Staff are more settled as sector salaries improve

January 8, 2009

Almost a fifth of universities say that the low turnover of staff in the sector was a problem in 2007-08, a joint report from the Universities and Colleges Employers Association, Universities UK and Guild HE has found.

The 2008 Recruitment and Retention of Staff in Higher Education report says 18 per cent of the 114 institutions surveyed had problems with low turnover rates last year.
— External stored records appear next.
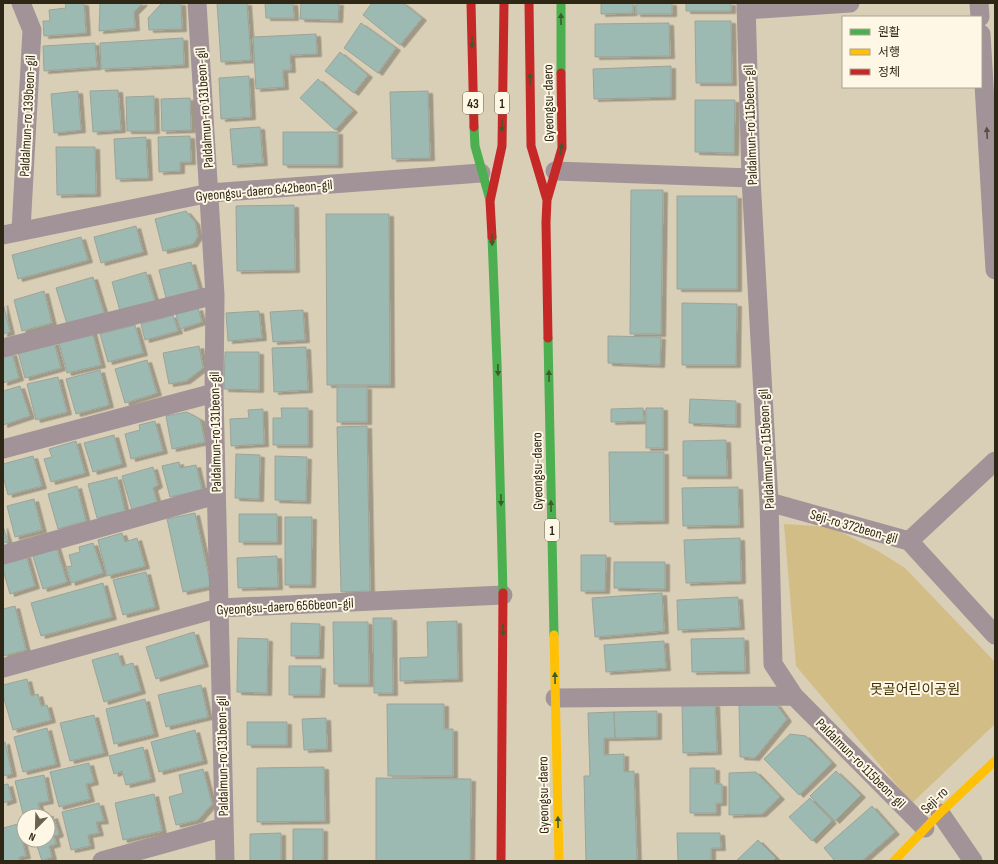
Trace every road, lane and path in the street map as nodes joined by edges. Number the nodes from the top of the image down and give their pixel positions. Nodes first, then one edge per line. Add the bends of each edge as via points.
1 (21, 3) edge
2 (197, 3) edge
3 (471, 3) edge
4 (504, 3) edge
5 (529, 3) edge
6 (561, 3) edge
7 (850, 3) edge
8 (979, 3) edge
9 (746, 7) edge
10 (980, 16) edge
11 (982, 51) edge
12 (555, 171) junction
13 (481, 173) junction
14 (751, 178) junction
15 (210, 192) junction
16 (547, 200) junction
17 (490, 201) junction
18 (21, 230) junction
19 (3, 235) edge
20 (995, 270) edge
21 (215, 295) junction
22 (3, 348) edge
23 (214, 393) junction
24 (3, 449) edge
25 (995, 461) edge
26 (216, 495) junction
27 (769, 502) junction
28 (909, 541) junction
29 (3, 555) edge
30 (503, 595) junction
31 (219, 608) junction
32 (995, 635) edge
33 (3, 668) edge
34 (794, 696) junction
35 (555, 698) junction
36 (995, 761) edge
37 (940, 813) junction
38 (224, 828) junction
39 (925, 828) junction
40 (102, 861) edge
41 (225, 861) edge
42 (501, 861) edge
43 (559, 861) edge
44 (894, 861) edge
45 (973, 861) edge

1 - 18 street, Paldalmun-ro 139beon-gil via 32,30
2 - 15 street, Paldalmun-ro 131beon-gil
3 -> 13 main road, 43 via 475,146
4 -> 17 main road, 1 via 502,146
16 -> 5 main road, Gyeongsu-daero / 1 via 532,146
12 -> 6 main road, Gyeongsu-daero via 562,148
7 - 9 street, Paldalmun-ro 115beon-gil
8 - 10 street
9 - 14 street, Paldalmun-ro 115beon-gil
20 -> 11 street
12 - 14 street
12 - 16 main road, Gyeongsu-daero
13 - 15 street, Gyeongsu-daero 642beon-gil
13 - 17 main road, 43
14 - 27 street, Paldalmun-ro 115beon-gil
15 - 18 street, Gyeongsu-daero 642beon-gil
15 - 21 street, Paldalmun-ro 131beon-gil
35 -> 16 main road, Gyeongsu-daero / 1
17 -> 30 main road, 1
18 - 19 street, Gyeongsu-daero 642beon-gil
21 - 22 street
21 - 23 street, Paldalmun-ro 131beon-gil
23 - 24 street
23 - 26 street, Paldalmun-ro 131beon-gil
25 - 28 street
26 - 29 street
26 - 31 street, Paldalmun-ro 131beon-gil
27 - 28 street, Seji-ro 372beon-gil
27 - 34 street, Paldalmun-ro 115beon-gil via 773,664
28 - 32 street, Seji-ro 372beon-gil
30 - 31 street, Gyeongsu-daero 656beon-gil
30 -> 42 main road, 1
31 - 33 street, Gyeongsu-daero 656beon-gil
31 - 38 street, Paldalmun-ro 131beon-gil
34 - 35 street
34 - 39 street, Paldalmun-ro 115beon-gil
43 -> 35 main road, Gyeongsu-daero / 1
36 - 37 main road, Seji-ro
37 - 39 main road, Seji-ro
37 - 45 street
38 - 40 street
38 - 41 street, Paldalmun-ro 131beon-gil
39 - 44 main road, Seji-ro

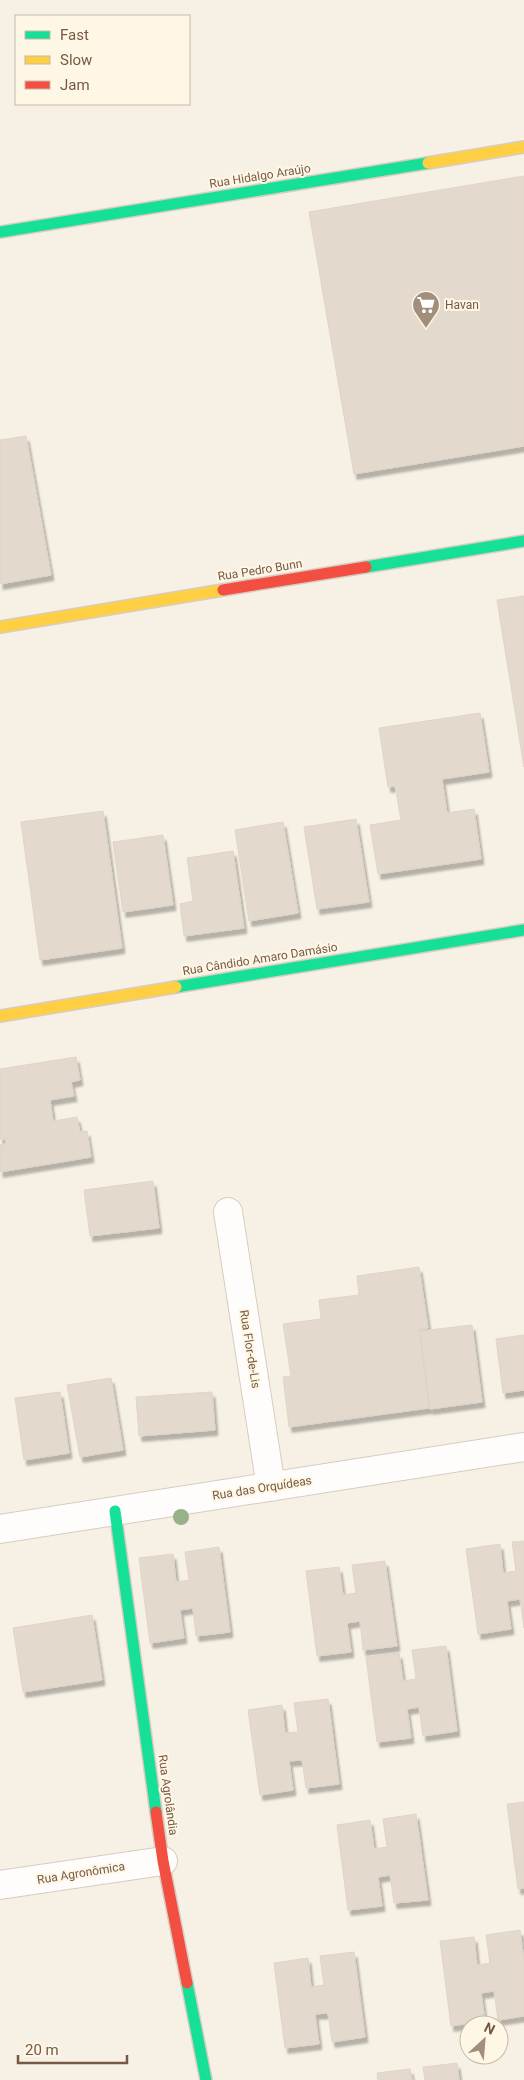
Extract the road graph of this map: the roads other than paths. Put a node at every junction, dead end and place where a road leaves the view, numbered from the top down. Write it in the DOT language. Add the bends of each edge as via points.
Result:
graph roads {
  1 [pos="524,147"];
  2 [pos="0,232"];
  3 [pos="524,541"];
  4 [pos="0,627"];
  5 [pos="524,930"];
  6 [pos="0,1016"];
  7 [pos="228,1212"];
  8 [pos="524,1447"];
  9 [pos="271,1487"];
  10 [pos="115,1511"];
  11 [pos="0,1530"];
  12 [pos="163,1861"];
  13 [pos="0,1885"];
  14 [pos="206,2080"];
  1 -- 2 [label="street, Rua Hidalgo Araújo"];
  3 -- 4 [label="street, Rua Pedro Bunn"];
  5 -- 6 [label="street, Rua Cândido Amaro Damásio"];
  7 -- 9 [label="street, Rua Flor-de-Lis"];
  8 -- 9 [label="street, Rua das Orquídeas"];
  9 -- 10 [label="street, Rua das Orquídeas"];
  10 -- 11 [label="street, Rua das Orquídeas"];
  10 -- 12 [label="street, Rua Agrolândia"];
  12 -- 13 [label="street, Rua Agronômica"];
  12 -- 14 [label="street, Rua Agrolândia"];
}
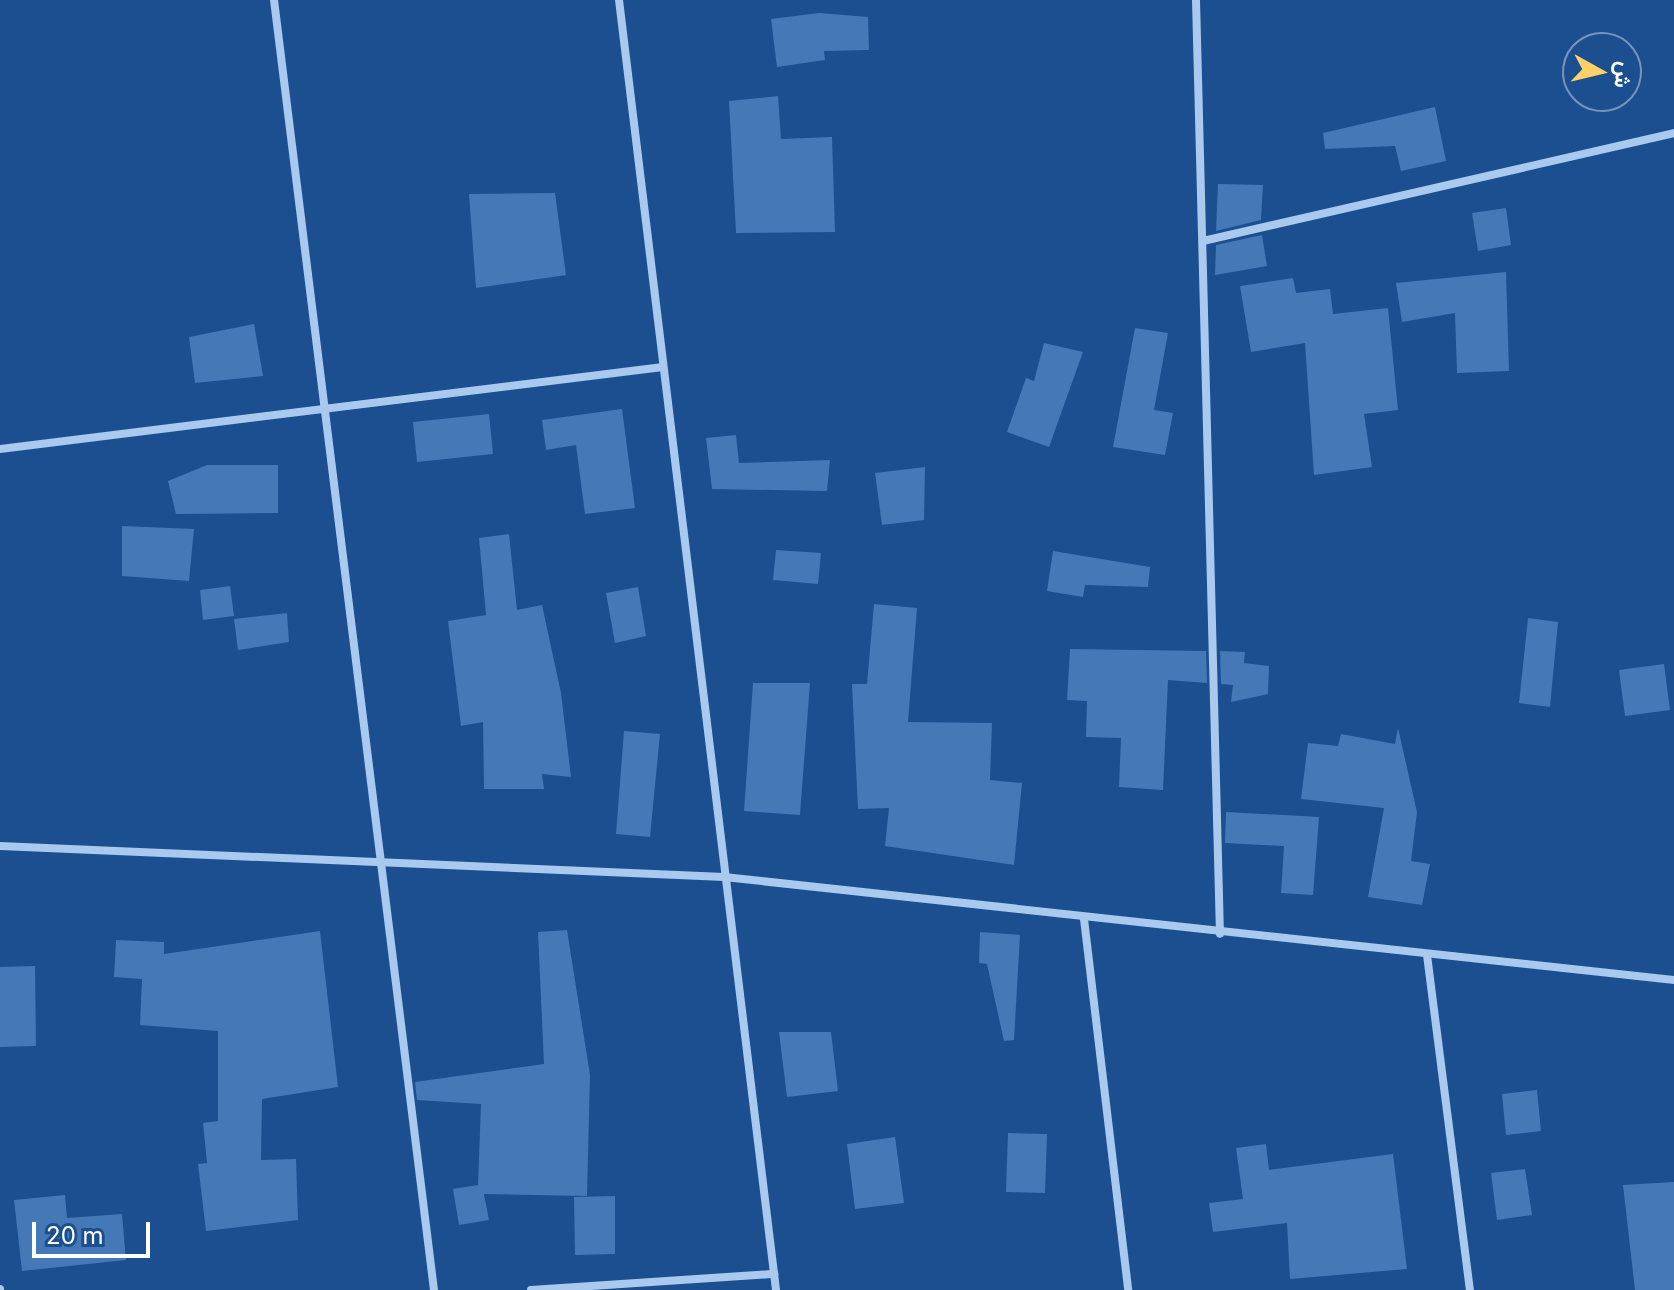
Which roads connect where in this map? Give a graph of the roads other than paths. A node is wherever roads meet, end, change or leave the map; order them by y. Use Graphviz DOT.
graph roads {
  1 [pos="274,0"];
  2 [pos="619,0"];
  3 [pos="1196,0"];
  4 [pos="1674,133"];
  5 [pos="1203,241"];
  6 [pos="663,367"];
  7 [pos="324,409"];
  8 [pos="0,449"];
  9 [pos="0,846"];
  10 [pos="377,862"];
  11 [pos="724,877"];
  12 [pos="1084,919"];
  13 [pos="1220,934"];
  14 [pos="1427,955"];
  15 [pos="1674,980"];
  16 [pos="774,1274"];
  17 [pos="434,1290"];
  18 [pos="531,1290"];
  19 [pos="776,1290"];
  20 [pos="1128,1290"];
  21 [pos="1470,1290"];
  1 -- 7 [label="street"];
  2 -- 6 [label="street"];
  3 -- 5 [label="street"];
  4 -- 5 [label="street"];
  5 -- 13 [label="street"];
  6 -- 7 [label="street"];
  6 -- 11 [label="street"];
  7 -- 8 [label="street"];
  7 -- 10 [label="street"];
  9 -- 10 [label="street"];
  10 -- 11 [label="street"];
  10 -- 17 [label="street"];
  11 -- 12 [label="street"];
  11 -- 16 [label="street"];
  12 -- 13 [label="street"];
  12 -- 20 [label="street"];
  13 -- 14 [label="street"];
  14 -- 15 [label="street"];
  14 -- 21 [label="street"];
  16 -- 18 [label="street"];
  16 -- 19 [label="street"];
}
No reasons are given in the report for the concern about low turnover, which can be a sign of stability and staff loyalty.

Ucea said that low turnover was not a problem for 72 per cent, but added that it could reflect a lack of career progression among staff.

Academics had the lowest turnover rate of any university staff group, at 6 per cent, followed by technical staff at 7 per cent and administrative staff at 10 per cent.

The Chartered Institute of Personnel and Development puts the annual turnover rate in the UK at 17.3 per cent.

The report also says that universities have fewer problems with the recruitment and retention of staff. "On the whole, recruitment and retention is not a problem for the majority of institutions," it says, adding that the situation has "improved steadily" since similar reports in 2001 and 2005.

However, 90 per cent of institutions responding to the 2008 study still say they sometimes have difficulties in recruiting academics, while 80 per cent of respondents cite some difficulties recruiting administrative and professional staff.

Ucea chief executive Jocelyn Prudence said this was "not massively significant", as a negligible number of institutions reported usually having difficulties.

"Overall, this report is a positive one for the sector," she said. "The marginal improvement in recruitment and retention may be due in some part to major improvements in pay in recent years."

About a fifth of respondents say they believe pay levels in the private sector are affecting academic staff recruitment. This is down from a third of those surveyed in 2005.